Des rencontres fondatrices
Né le 10 mars 1944 à Ath Ouacif, dans la wilaya de Tizi Ouzou, Benhamadouche Mohamed eut un parcours d’enfant que la guerre a chargé de poésie douloureuse d’une sensibilité désarmante. Il se construira tout seul, se créant ses univers au gré des rencontres et des circonstances d’où il tirait le maximum d’enseignements et d’outillages formateurs. Dés huit ans, il croisera par bonheur Slimane Azem, le fabuliste légendaire, dans un café d’At Wacif où son père l’avait emmené. Il sortira du café avec un avenir de poète tout tracé, les oreilles bourdonnantes de mots et de notes magiques et un fascicule portant des chansons de Slimane Azem écrites en caractères latins qu’il apprendra par cœur. En partance vers Alger, il cacha sous terre son fameux carnet, mais à son retour il ne l’y retrouva pas. Ce fut un terrible choc, une blessure insurmontable qui forgera en son âme d’adolescent un défi majeur : écrire des poèmes si beaux que le maître Slimane Azem en serait content ! Il trouvera consolation dans les jupons d’une femme réfugiée dans son village, un être blessé dans sa dignité qui chantait sans arrêt pour se guérir des brutalités de la guerre. Elle prolongeait les mélodies de sa mère qui avaient rythmé sa prime enfance et forgé en lui le goût du chant, de la berceuse, de la plainte lyrique, de l’appel sourd et incompréhensible des entrailles.
Avoir 20 ans à l’indépendance
Le jeune Ben fredonnait ses poèmes sur des réminiscences mélodieuses de sa maman et de toutes les femmes que la guerre lui fit croiser. En 1961, Ben Mohamed rencontra Cheikh Noureddine qui lui proposa de se faire enregistrer à la radio, mais il ne se présenta pas aux studios de peur de fâcher ses parents qui voyaient encore la chanson avec les yeux pudibonds des hautes collines.

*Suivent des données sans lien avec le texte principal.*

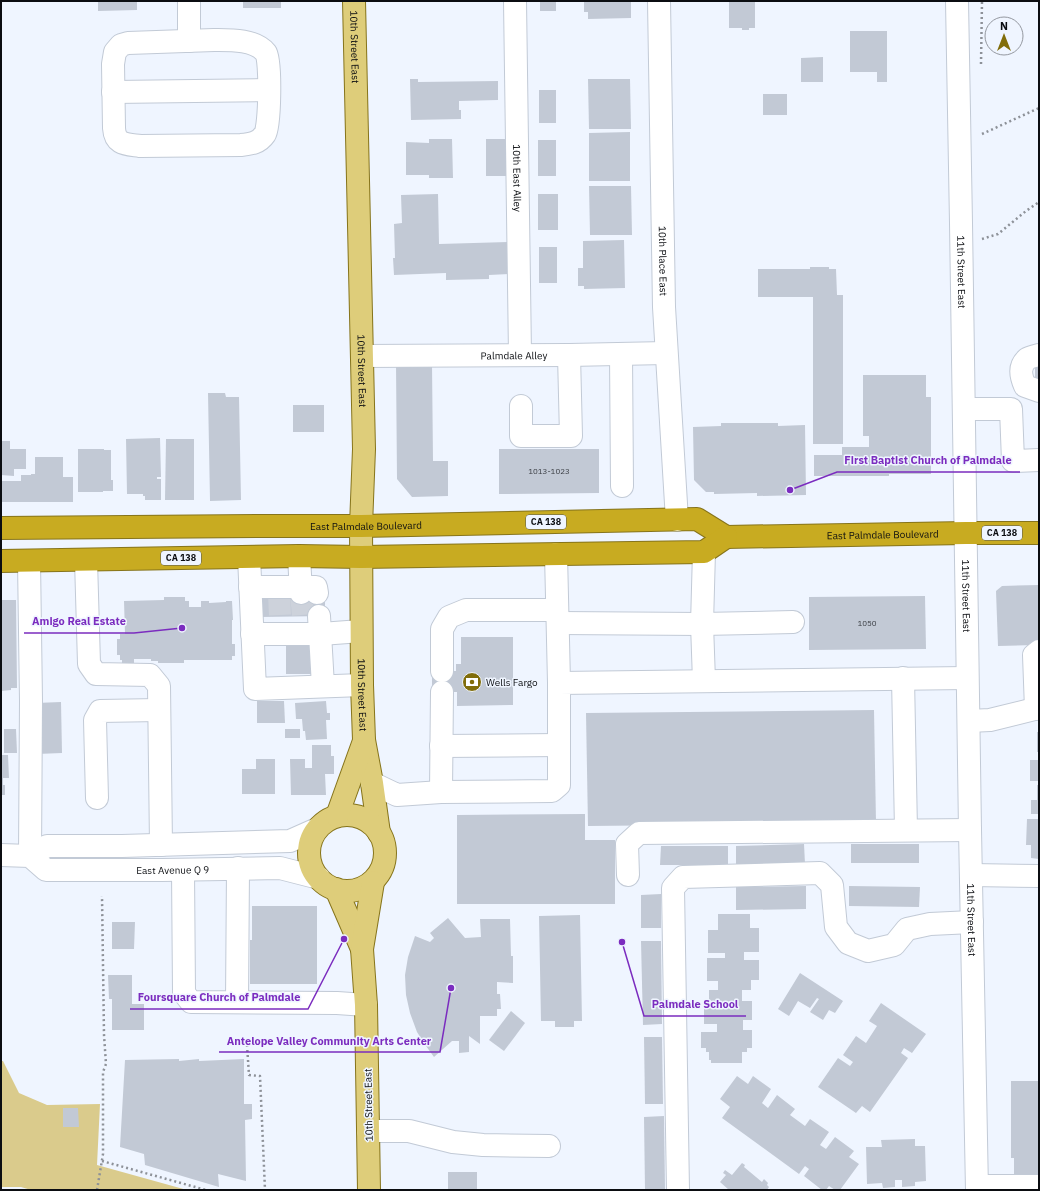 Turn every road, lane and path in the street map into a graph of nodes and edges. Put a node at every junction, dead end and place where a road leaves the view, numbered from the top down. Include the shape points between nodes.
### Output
1 (189, 1) edge
2 (354, 1) edge
3 (515, 1) edge
4 (659, 1) edge
5 (957, 1) edge
6 (189, 41) junction
7 (269, 90) junction
8 (112, 92) junction
9 (1039, 108) edge
10 (982, 134) dead end
11 (1039, 202) edge
12 (982, 239) dead end
13 (666, 353) junction
14 (621, 354) junction
15 (520, 355) junction
16 (569, 355) junction
17 (1039, 355) edge
18 (362, 356) junction
19 (1039, 390) edge
20 (521, 406) dead end
21 (964, 409) junction
22 (1039, 460) edge
23 (622, 486) dead end
24 (677, 520) junction
25 (361, 526) junction
26 (1, 528) edge
27 (966, 533) junction
28 (1039, 533) edge
29 (726, 537) junction
30 (704, 552) junction
31 (556, 554) junction
32 (299, 556) junction
33 (249, 557) junction
34 (361, 557) junction
35 (86, 560) junction
36 (1, 561) edge
37 (29, 561) junction
38 (250, 587) junction
39 (557, 617) junction
40 (792, 622) dead end
41 (702, 624) junction
42 (311, 625) junction
43 (361, 631) junction
44 (252, 634) junction
45 (1039, 651) edge
46 (903, 678) junction
47 (967, 678) junction
48 (704, 681) junction
49 (559, 683) junction
50 (362, 685) junction
51 (323, 686) junction
52 (1038, 708) edge
53 (159, 710) junction
54 (969, 721) junction
55 (364, 740) junction
56 (559, 745) junction
57 (441, 746) junction
58 (372, 783) junction
59 (441, 792) junction
60 (97, 798) dead end
61 (337, 816) junction
62 (317, 829) junction
63 (906, 830) junction
64 (970, 830) junction
65 (379, 833) junction
66 (161, 845) junction
67 (1, 855) edge
68 (30, 856) junction
69 (238, 868) junction
70 (183, 870) junction
71 (628, 875) dead end
72 (971, 875) junction
73 (1039, 876) edge
74 (373, 882) junction
75 (327, 883) junction
76 (102, 896) dead end
77 (972, 922) junction
78 (362, 949) junction
79 (237, 1002) junction
80 (366, 1005) junction
81 (247, 1045) dead end
82 (368, 1131) junction
83 (549, 1146) dead end
84 (102, 1161) junction
85 (1039, 1186) edge
86 (977, 1188) edge
87 (97, 1190) edge
88 (206, 1190) edge
89 (265, 1190) edge
90 (369, 1190) edge
91 (678, 1190) edge

1 - 6 street
2 - 18 main road, 10th Street East
3 - 15 street, 10th East Alley
4 - 13 street, 10th Place East
5 - 21 street, 11th Street East
6 - 7 street via 236,40 260,48 267,53
6 - 8 street via 121,45 115,52
7 - 8 street
7 - 8 street via 266,134 253,144 140,146 127,145 114,136
9 - 10 path
11 - 12 path via 998,234
13 - 14 street, Palmdale Alley
13 - 24 street, 10th Place East
14 - 16 street, Palmdale Alley
14 - 23 street
15 - 16 street, Palmdale Alley
15 - 18 street, Palmdale Alley
16 - 20 street via 571,436 521,436
17 - 19 street via 1028,358 1022,367 1021,377 1025,386
18 - 25 main road, 10th Street East via 364,449
21 - 22 street via 1011,409 1013,461
21 - 27 street, 11th Street East
24 - 25 highway, East Palmdale Boulevard / CA 138
24 - 29 highway, East Palmdale Boulevard / CA 138 via 697,519
25 - 26 highway, East Palmdale Boulevard / CA 138
25 - 34 main road, 10th Street East
27 - 28 highway, East Palmdale Boulevard / CA 138
27 - 29 highway, East Palmdale Boulevard / CA 138
27 - 47 street, 11th Street East
29 - 30 highway
30 - 31 highway, CA 138
30 - 41 street
31 - 34 highway, CA 138
31 - 39 street
32 - 33 highway, CA 138
32 - 34 highway, CA 138
32 - 38 street via 306,591
33 - 35 highway, CA 138
33 - 38 street
34 - 43 main road, 10th Street East
35 - 37 highway, CA 138
35 - 53 street via 89,664 96,674 150,675 159,686
36 - 37 highway, CA 138
37 - 68 street
38 - 44 street
39 - 41 street
39 - 49 street
39 - 57 street via 466,610 449,617 442,629
40 - 41 street
41 - 48 street
42 - 43 street
42 - 44 street via 280,625
42 - 51 street
43 - 50 main road, 10th Street East
44 - 51 street via 255,690
45 - 52 street via 1034,655
46 - 47 street
46 - 48 street
46 - 63 street
47 - 54 street, 11th Street East
48 - 49 street
49 - 56 street
50 - 51 street
50 - 55 main road, 10th Street East
52 - 54 street via 990,720
53 - 60 street via 100,711 95,720
53 - 66 street
54 - 64 street, 11th Street East
55 - 58 main road, 10th Street East
55 - 61 main road, 10th Street East
56 - 57 street
56 - 59 street via 559,785 552,791
57 - 59 street
58 - 59 street via 397,795
58 - 65 main road, 10th Street East
61 - 62 main road
61 - 65 main road via 360,817 371,823
62 - 66 street via 290,841
62 - 75 main road via 311,839 310,863 315,874
63 - 64 street
63 - 71 street via 639,833 627,844
64 - 72 street, 11th Street East
65 - 74 main road via 384,845 385,858
66 - 68 street via 47,846
67 - 68 street
68 - 70 street, East Avenue Q 9 via 46,870
69 - 70 street, East Avenue Q 9
69 - 75 street, East Avenue Q 9 via 280,868
69 - 79 street
70 - 79 street via 184,993 192,1002
72 - 73 street
72 - 77 street, 11th Street East
74 - 75 main road via 349,891
74 - 78 main road, 10th Street East
75 - 78 main road, 10th Street East
76 - 84 path via 106,1064 103,1072
77 - 86 street, 11th Street East
77 - 91 street via 930,924 907,929 894,945 868,951 848,943 836,927 832,885 820,873 683,877 673,888
78 - 80 main road, 10th Street East
79 - 80 street
80 - 82 main road, 10th Street East
81 - 89 path via 249,1075 260,1076
82 - 83 street via 409,1131 453,1142 483,1145
82 - 90 main road, 10th Street East
84 - 87 path
84 - 88 path
85 - 86 street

A l’indépendance, Ben est recruté comme agent de bureau par la préfecture d’Alger. Il savait que sans une formation plus conséquente il serait enterré dans ce bureau d’assistance. Il s’inscrivit aux cours du soir au Télemly. C’est dans cette école qu’il effectua ses cycles moyen et secondaire de 1963 à 1969, sous la direction de Tahar Oussedik, avant de suivre une rigoureuse formation administrative en comptabilité publique qui mettra quelques remparts à son évasion poétique permanente. Chez Hamma son voisin disquaire, il croisera des artistes, des hommes de lettres avec qui il se liait d’amitié. Il écoutait surtout beaucoup de musiques envoûtantes sans comprendre les paroles, il se forçait à écrire des poèmes brûlants pour ces airs venus d’ailleurs tout en s’initiant à l’écriture grâce à un ami libraire qui lui prêtait des livres. Ce bouquiniste, un ancien professeur de lettres en retraite, était à lui seul un cercle culturel, il connaissait tellement de monde que Ben s’y forgea une culture conséquente et un esprit critique aiguisé. Il se soustraya progressivement à la boutique de son père pour se fondre dans l’atmosphère révolutionnaire avec des amis qui l’initiaient à la politique, à la délivrance de l’aliénation coloniale. Il se mit à écrire de textes portant la terre et le sang de sa montagne.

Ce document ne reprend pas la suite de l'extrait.